Please let me know if you or any hosts you know are interested!
I was kinda wondering if there is actually a market for this type of host in LA. Since LA passed the law that a property must be the primary residence of the host (not necessarily the owner), hiring live-in property managers for each property might be the way for owners of multiple properties to continue doing short-term rentals. Seems like it might work for homes with 4 or 5 individual rooms for rent, or even luxury listings where a live-in host could serve as housekeeper/concierge/driver/etc.
Well she gets 1 star for communication, this is good to know ahead of time that she does not follow up in a timely manner. Seemingly this is important to her yet no follow up. I would be pretty upset if my co-host if this is how she communicated with guests.
I was hope for Kate or some LA host will chime in. It really seams viable for the right property. Think about an owner of a 4-bedroom house that wants to do short-term rental for each room. Giving up one room for a live-in host is about the same as paying 20% + cleaning fee to property manager if the live-in host does the necessary cleaning and everything else that a property manager would do. If the host spent 3-hours per day on all of the cleaning and hosting duties, it would be reasonable compared to how much of an average person’s working day goes toward paying rent.
The catch is that the host still needs a source of income for the host’s other expenses. I think it could be a good job for someone that works part time from home, a retiree, or a variety of other situations. The law not requiring the resident host to also be the owner makes it seem like this scenario was planned.
The splendid thing about such a set up, from the guests’ point of view, is that the ‘manager’ would be on the spot to keep the house in great condition and clean common areas such as the bathroom. They’d make sure that supplies were kept up (loo paper, toiletries, stuff in the shared kitchen etc.) and resolve any problems that might crop up.
The host should get great reviews for that sort of service as long as the manager is the right sort of person with a strong background in this sort of thing.
Obviously some weeks, she’d spend far more time than others - if there are more turnovers, if there are needy guests, if there are maintenance issues, if there are guests who are careless in the bathroom and so on. But other weeks would be less arduous so it would probably balance out.
The manager would probably have the be the official co-host at Airbnb because she’d have to be the one who writes the reviews and the person who communicates with the guest pre-stay. She’d probably have to do the ordering of consumables and so on too.

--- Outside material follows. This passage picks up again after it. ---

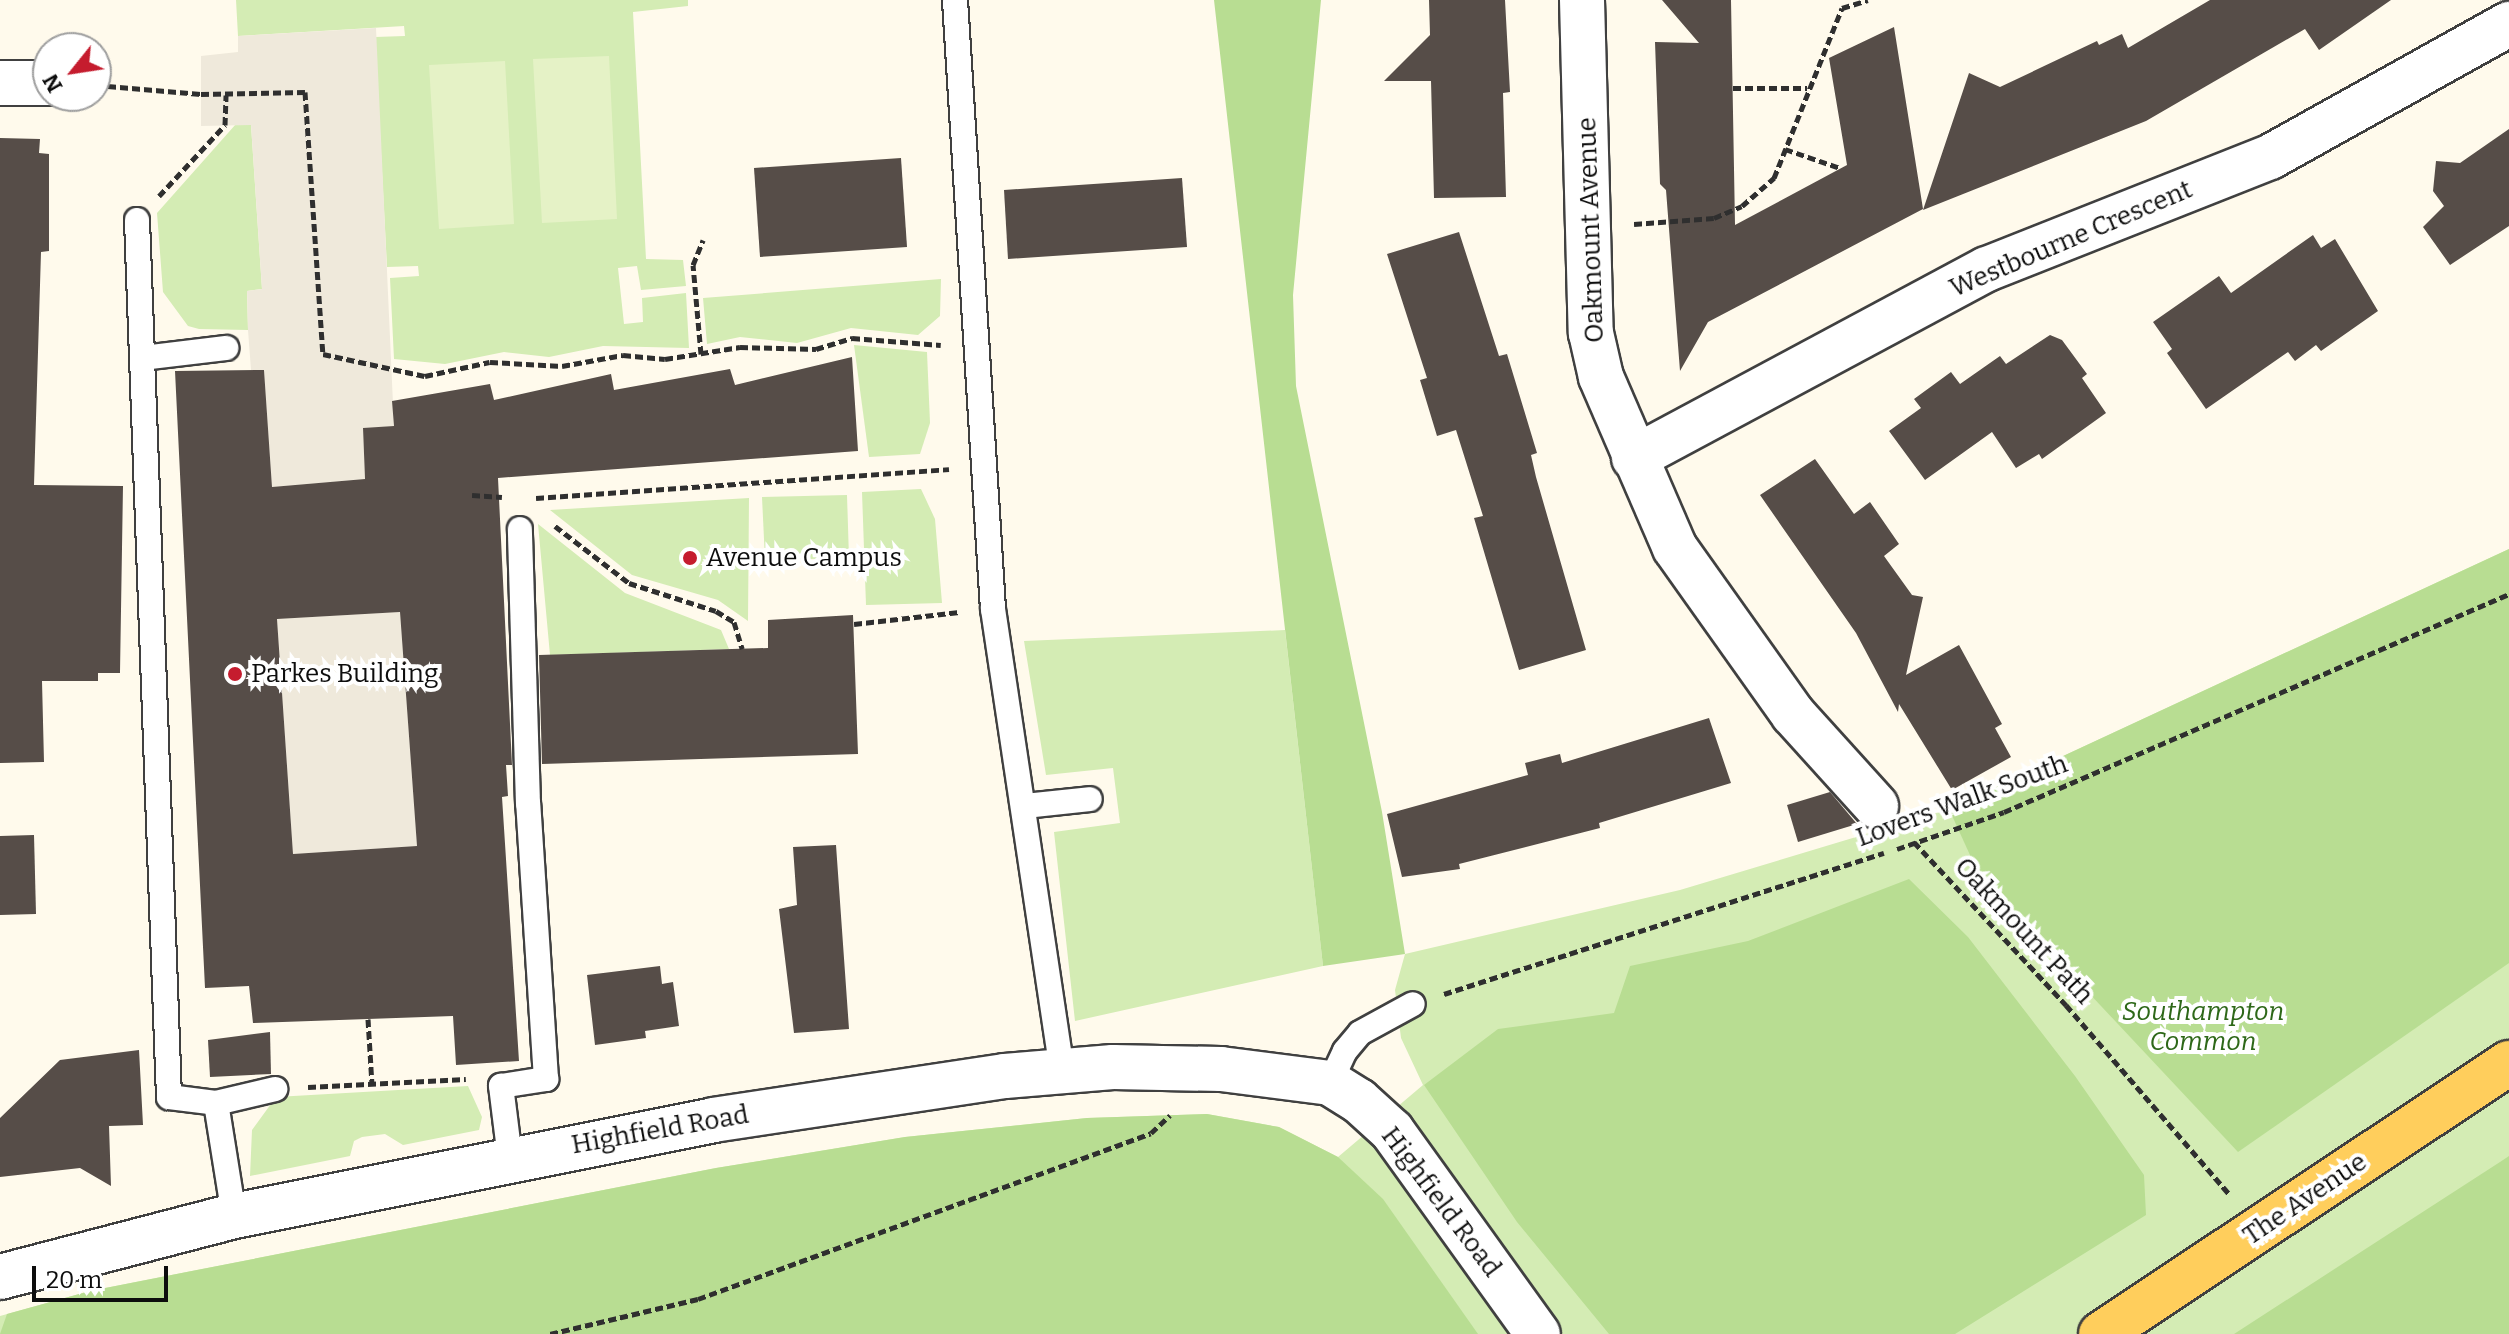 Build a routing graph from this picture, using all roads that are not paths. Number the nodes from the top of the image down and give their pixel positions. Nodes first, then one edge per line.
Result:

I’m not 100% sure that three hours a day would do it though, Brian. In a 4 bed house there could sometimes be three turnovers in one day. (I sometimes do two in a day - full apartments - and it’s a bit of a killer).
How much would the rent be for a room in LA as a long term tenant? It seems to me that three hours a day would mean that the manager would be working for a very low ‘hourly rate’ but I don’t know what the current room rental prices are.
I’m wondering too about the legality as regards tenancy. The manager would presumably have a proper rental agreement. Even with that, if I was the house owner I’d be worried about being left high and dry and co-host-less if the manager suddenly decided to move on.